Sequential LSB encoding creates visible statistical patterns that can be detected using tools like **StegSolve**.

This implementation:

* Breaks spatial patterns in embedded data
* Distributes entropy across the entire image
* Reduces effectiveness of statistical attacks (e.g., Chi-square analysis)

---

## 3. Coordinate Generation

The embedding path is determined by:
```
Path = Shuffle(Coordinates, Seed(Hash(Password)))
```

Without the correct password, reconstructing the embedding path is computationally infeasible.

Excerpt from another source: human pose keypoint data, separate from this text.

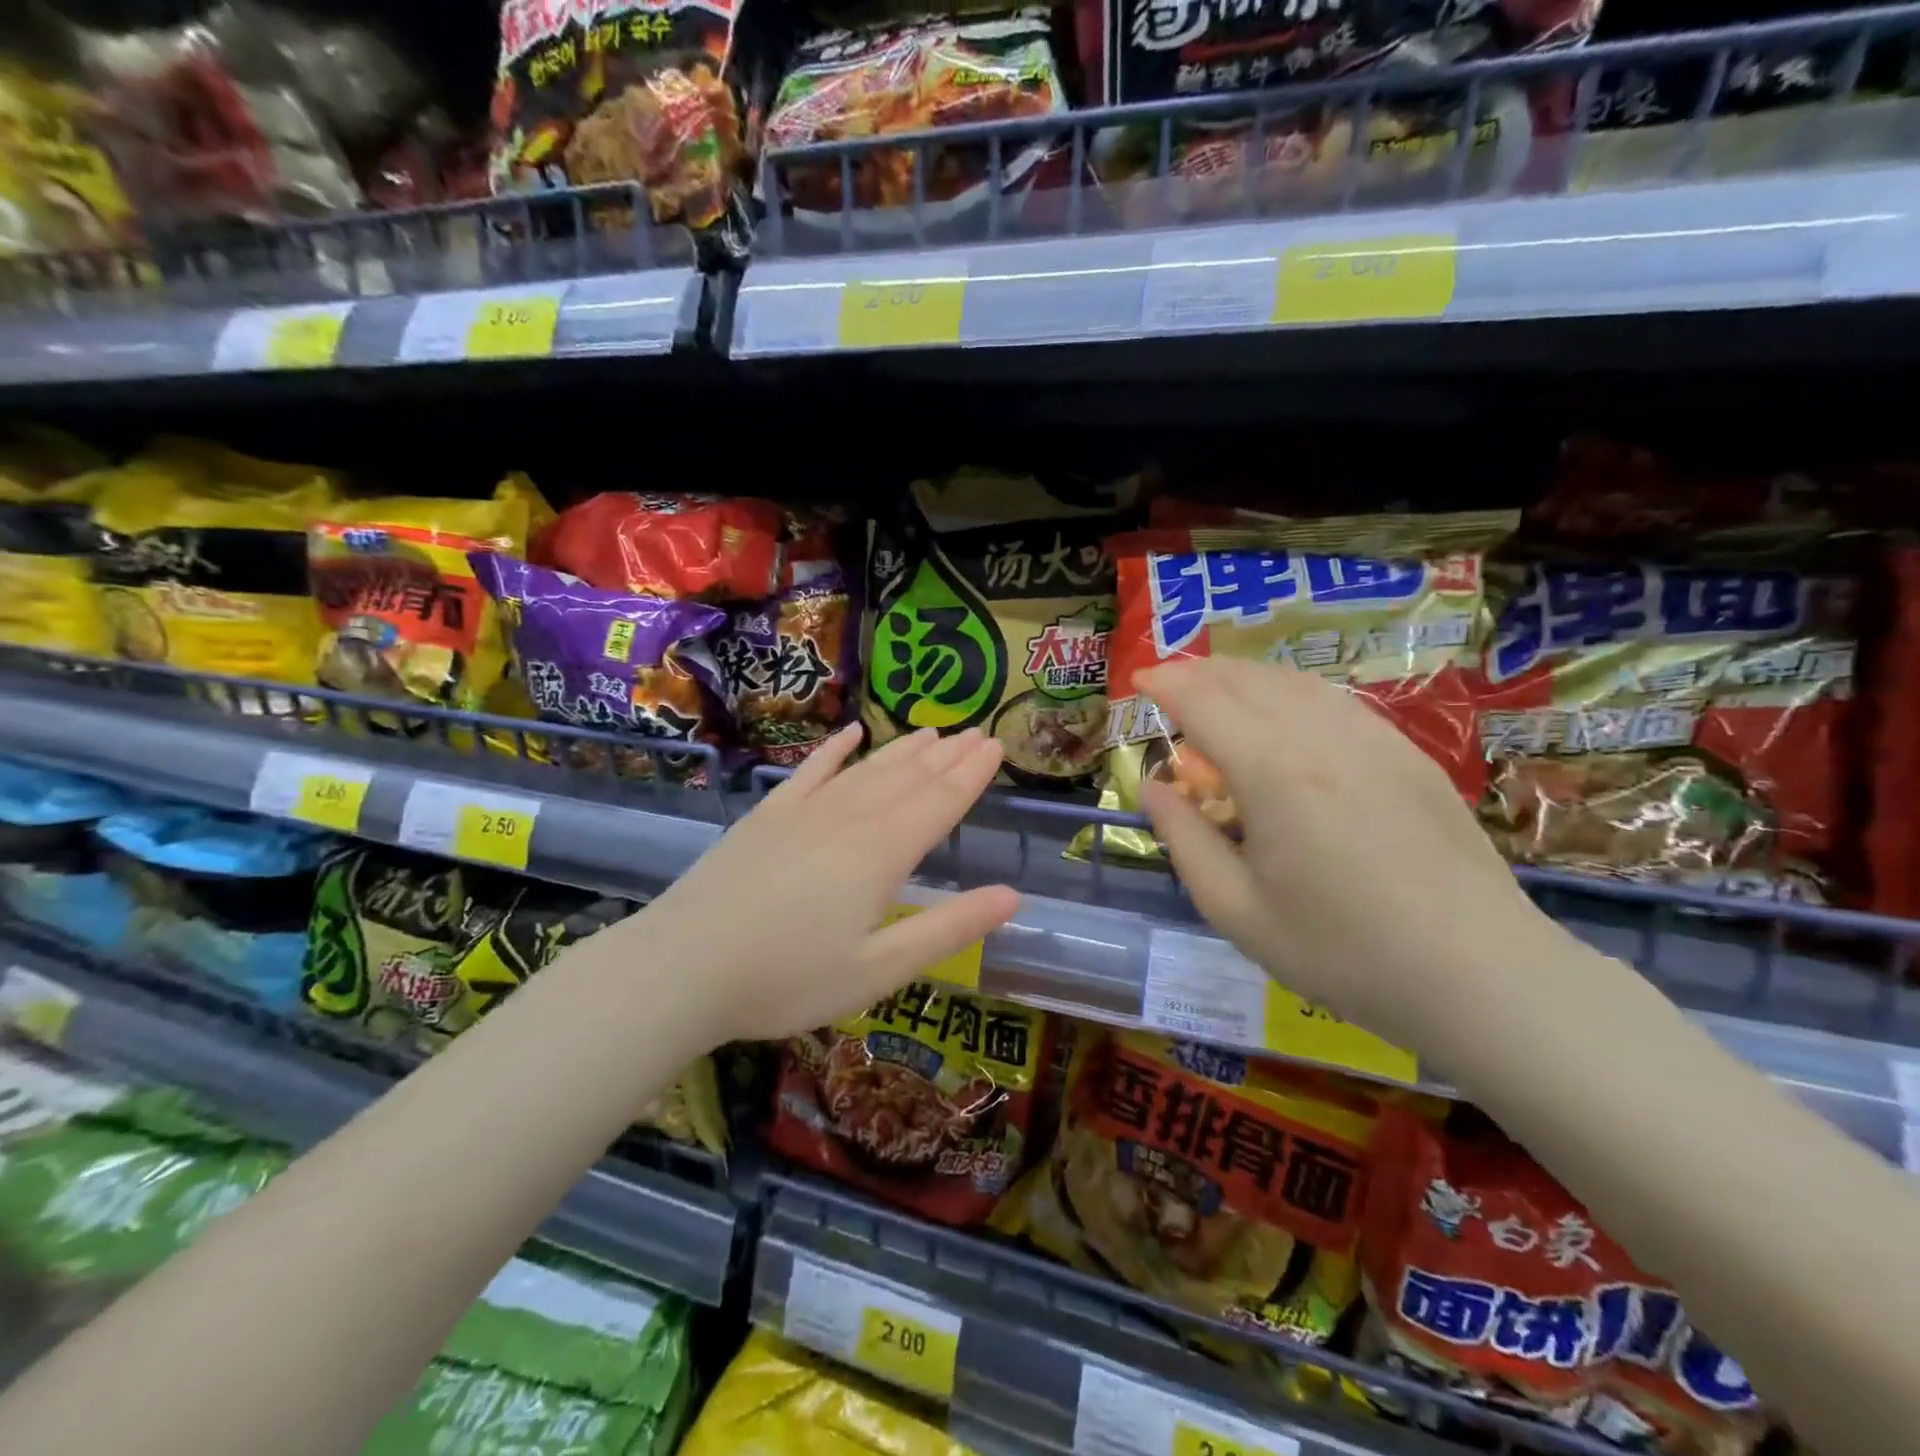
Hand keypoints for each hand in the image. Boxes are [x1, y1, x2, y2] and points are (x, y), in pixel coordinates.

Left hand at [637, 724, 1019, 1044]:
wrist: (682, 968)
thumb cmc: (787, 979)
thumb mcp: (879, 970)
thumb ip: (948, 929)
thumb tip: (1012, 896)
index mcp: (881, 854)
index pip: (939, 802)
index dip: (971, 775)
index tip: (996, 746)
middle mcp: (848, 819)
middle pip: (908, 778)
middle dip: (947, 755)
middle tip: (976, 731)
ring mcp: (804, 811)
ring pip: (866, 769)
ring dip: (903, 749)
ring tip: (933, 731)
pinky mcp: (767, 816)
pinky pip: (810, 771)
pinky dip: (834, 750)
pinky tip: (850, 734)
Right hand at [1136, 657, 1565, 1054]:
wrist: (1479, 975)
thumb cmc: (1342, 952)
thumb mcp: (1237, 910)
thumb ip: (1185, 839)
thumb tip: (1154, 787)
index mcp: (1273, 773)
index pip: (1205, 703)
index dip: (1166, 684)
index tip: (1138, 681)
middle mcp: (1321, 737)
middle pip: (1248, 680)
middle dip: (1200, 671)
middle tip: (1169, 681)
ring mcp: (1374, 739)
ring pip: (1294, 681)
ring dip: (1245, 675)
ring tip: (1217, 687)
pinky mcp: (1409, 753)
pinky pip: (1335, 699)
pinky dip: (1292, 690)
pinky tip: (1284, 709)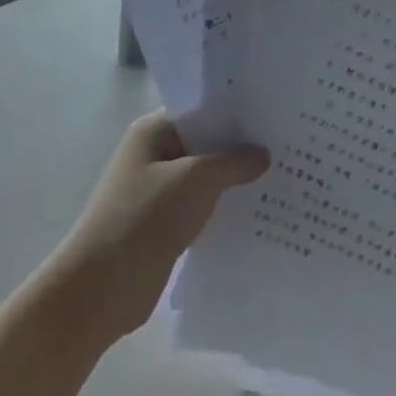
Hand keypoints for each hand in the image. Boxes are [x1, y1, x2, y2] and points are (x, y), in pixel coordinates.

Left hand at [55, 113, 268, 340]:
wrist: (104, 285)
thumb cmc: (145, 217)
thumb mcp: (196, 179)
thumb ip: (234, 162)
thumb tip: (262, 154)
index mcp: (153, 133)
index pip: (200, 109)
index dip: (236, 111)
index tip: (276, 115)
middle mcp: (155, 156)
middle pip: (206, 143)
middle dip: (243, 147)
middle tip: (291, 147)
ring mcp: (160, 192)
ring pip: (207, 178)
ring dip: (237, 181)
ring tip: (285, 177)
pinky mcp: (167, 224)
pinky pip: (203, 207)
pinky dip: (226, 208)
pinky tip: (260, 212)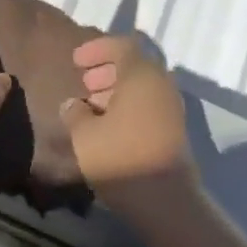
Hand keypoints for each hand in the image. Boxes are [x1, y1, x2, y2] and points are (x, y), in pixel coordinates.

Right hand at [62, 34, 200, 227]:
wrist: (166, 200)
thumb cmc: (121, 157)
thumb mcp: (84, 134)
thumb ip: (74, 113)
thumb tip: (72, 105)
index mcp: (141, 75)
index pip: (122, 45)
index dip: (97, 48)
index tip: (76, 61)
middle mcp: (161, 84)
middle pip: (134, 65)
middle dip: (107, 69)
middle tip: (85, 82)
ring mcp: (171, 108)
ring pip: (142, 86)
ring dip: (116, 90)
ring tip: (91, 106)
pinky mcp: (174, 130)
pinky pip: (149, 104)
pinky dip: (129, 106)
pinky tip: (108, 125)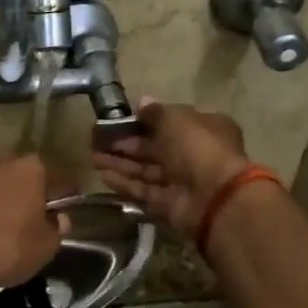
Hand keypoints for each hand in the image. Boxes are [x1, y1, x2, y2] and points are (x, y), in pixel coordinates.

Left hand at [0, 151, 67, 287]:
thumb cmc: (7, 245)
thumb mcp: (45, 246)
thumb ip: (57, 229)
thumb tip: (59, 218)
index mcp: (33, 167)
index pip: (59, 178)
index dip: (66, 194)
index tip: (67, 208)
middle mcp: (4, 158)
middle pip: (25, 174)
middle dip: (31, 190)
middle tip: (35, 214)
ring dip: (4, 195)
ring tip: (7, 220)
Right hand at [91, 98, 251, 240]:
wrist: (214, 197)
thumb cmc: (197, 147)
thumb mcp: (175, 118)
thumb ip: (156, 111)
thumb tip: (142, 102)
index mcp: (204, 129)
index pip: (172, 122)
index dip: (146, 121)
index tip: (121, 120)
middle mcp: (194, 154)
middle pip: (155, 148)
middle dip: (126, 144)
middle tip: (97, 140)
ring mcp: (182, 182)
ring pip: (146, 170)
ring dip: (121, 164)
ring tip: (93, 158)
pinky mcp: (170, 205)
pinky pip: (144, 191)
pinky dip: (126, 184)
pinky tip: (103, 176)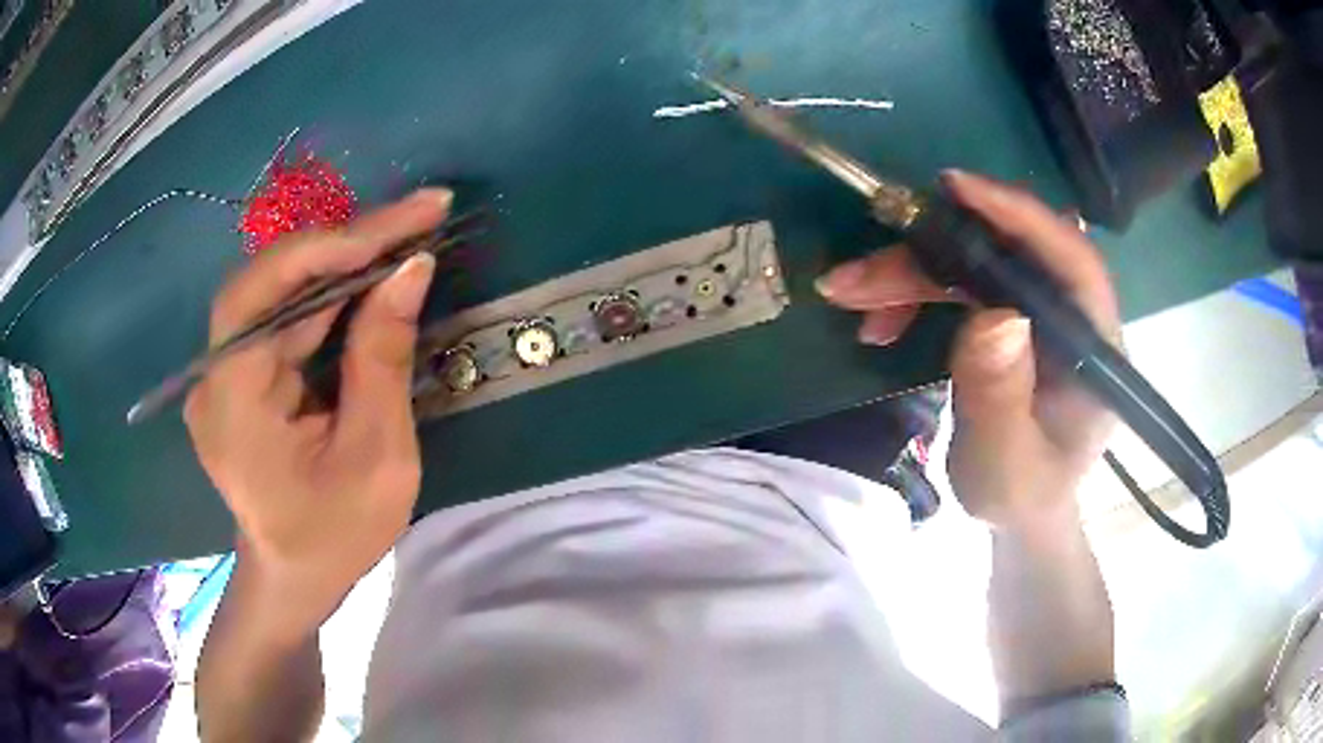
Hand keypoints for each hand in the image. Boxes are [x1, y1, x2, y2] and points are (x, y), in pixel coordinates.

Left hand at [185, 189, 450, 630]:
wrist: (293, 576)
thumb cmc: (335, 536)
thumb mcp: (376, 460)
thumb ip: (384, 360)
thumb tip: (411, 269)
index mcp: (231, 404)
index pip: (262, 292)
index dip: (329, 247)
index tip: (405, 224)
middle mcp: (214, 375)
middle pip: (272, 281)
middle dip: (348, 243)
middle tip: (421, 215)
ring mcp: (224, 372)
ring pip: (280, 290)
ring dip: (344, 261)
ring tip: (408, 235)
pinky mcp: (241, 373)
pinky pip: (285, 316)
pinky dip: (331, 292)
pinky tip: (373, 276)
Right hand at [817, 171, 1120, 532]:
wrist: (1020, 508)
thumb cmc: (1023, 495)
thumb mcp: (1007, 467)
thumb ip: (1001, 402)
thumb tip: (992, 317)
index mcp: (1094, 347)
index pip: (1073, 263)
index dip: (1020, 216)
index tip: (957, 189)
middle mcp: (1070, 315)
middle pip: (1007, 254)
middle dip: (930, 257)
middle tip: (858, 278)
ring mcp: (1039, 312)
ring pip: (975, 264)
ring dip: (911, 274)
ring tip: (852, 297)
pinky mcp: (1010, 317)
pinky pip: (960, 283)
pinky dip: (915, 292)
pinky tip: (881, 319)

This adds an additional **obfuscation layer** on top of AES-GCM encryption.

---

## Visual Integrity

| Original Image | Stego Image (Encoded) |
| :---: | :---: |
| ![Original](./examples/cover.png) | ![Encoded](./examples/stego.png) |
| 0% Change | ~0.01% LSB Change |

*Even under magnification, modifications remain imperceptible to the human eye.*

---

# Message Structure Inside Image

The embedded payload structure:
```
[32-bit mask][32-bit masked_length][salt][nonce][encrypted payload]
```


The payload length is XOR-masked to prevent straightforward extraction or pattern detection.

---

# Image Capacity & Density Analysis

Before encoding, the tool evaluates:

* Image dimensions
* Total available LSB slots
* Required bits for payload
* Embedding density percentage

### Example Output:

```
[*] Image Analysis:

Dimensions: 1920x1080
Total LSB Slots: 6220800
Required Bits: 1024
Stego Density: 0.0164%
```


If density exceeds safe thresholds, the tool warns about potential detectability.

---

# Technologies Used

| Technology           | Purpose                              |
| -------------------- | ------------------------------------ |
| Python 3             | Core programming language            |
| Pillow (PIL)         | Image processing                     |
| cryptography library | Encryption and key derivation        |
| AES-256-GCM          | Authenticated encryption             |
| PBKDF2HMAC           | Password-based key derivation        |
| Reed-Solomon         | Error correction and integrity check |
| LSB Steganography    | Data embedding in image pixels       |

---

# Installation

## 1. Clone the repository
```
git clone https://github.com/roodra-afk/steg

cd steg
```


---

## 2. Install dependencies
```
pip install -r requirements.txt
```

---

# Usage

Run the tool via command-line arguments:

---

### Encode a Message
```
python3 steg.py encode -i input.png -m "Secret message" -p "password" -o output.png
```

---

### Decode a Message
```
python3 steg.py decode -i output.png -p "password"
```

---

## Example

### Encode:
```
python3 steg.py encode -i photo.png -m "This is classified" -p "myStrongPassword" -o hidden.png
```

### Decode:
```
python3 steg.py decode -i hidden.png -p "myStrongPassword"
```

---

# Security Features

* AES-256-GCM authenticated encryption
* PBKDF2 key derivation with 600,000 iterations
* Reed-Solomon error correction
* Password-seeded pixel shuffling
* Channel-level randomization
* Obfuscated payload length header
* Density-based detectability warning

---

# Limitations

* Optimized for **PNG images**
* Lossy formats (e.g., JPEG recompression) may destroy hidden data
* Very large payloads increase detection risk
* Requires correct password for both decoding and pixel mapping

---

# Integrity Verification (Optional)

To verify that the stego image has not been altered:
```
sha256sum output.png
```

Any modification will likely corrupt the hidden payload.

---

# Possible Improvements

Future enhancements could include:

* GUI or web interface
* Support for multiple file formats
* File embedding (not just text)
* Adaptive or edge-based embedding
* Advanced steganalysis resistance techniques

---

## ⚠️ Disclaimer

This tool is intended for **educational and research purposes only**.  
The author is not responsible for misuse. Always ensure proper authorization when working with data concealment techniques.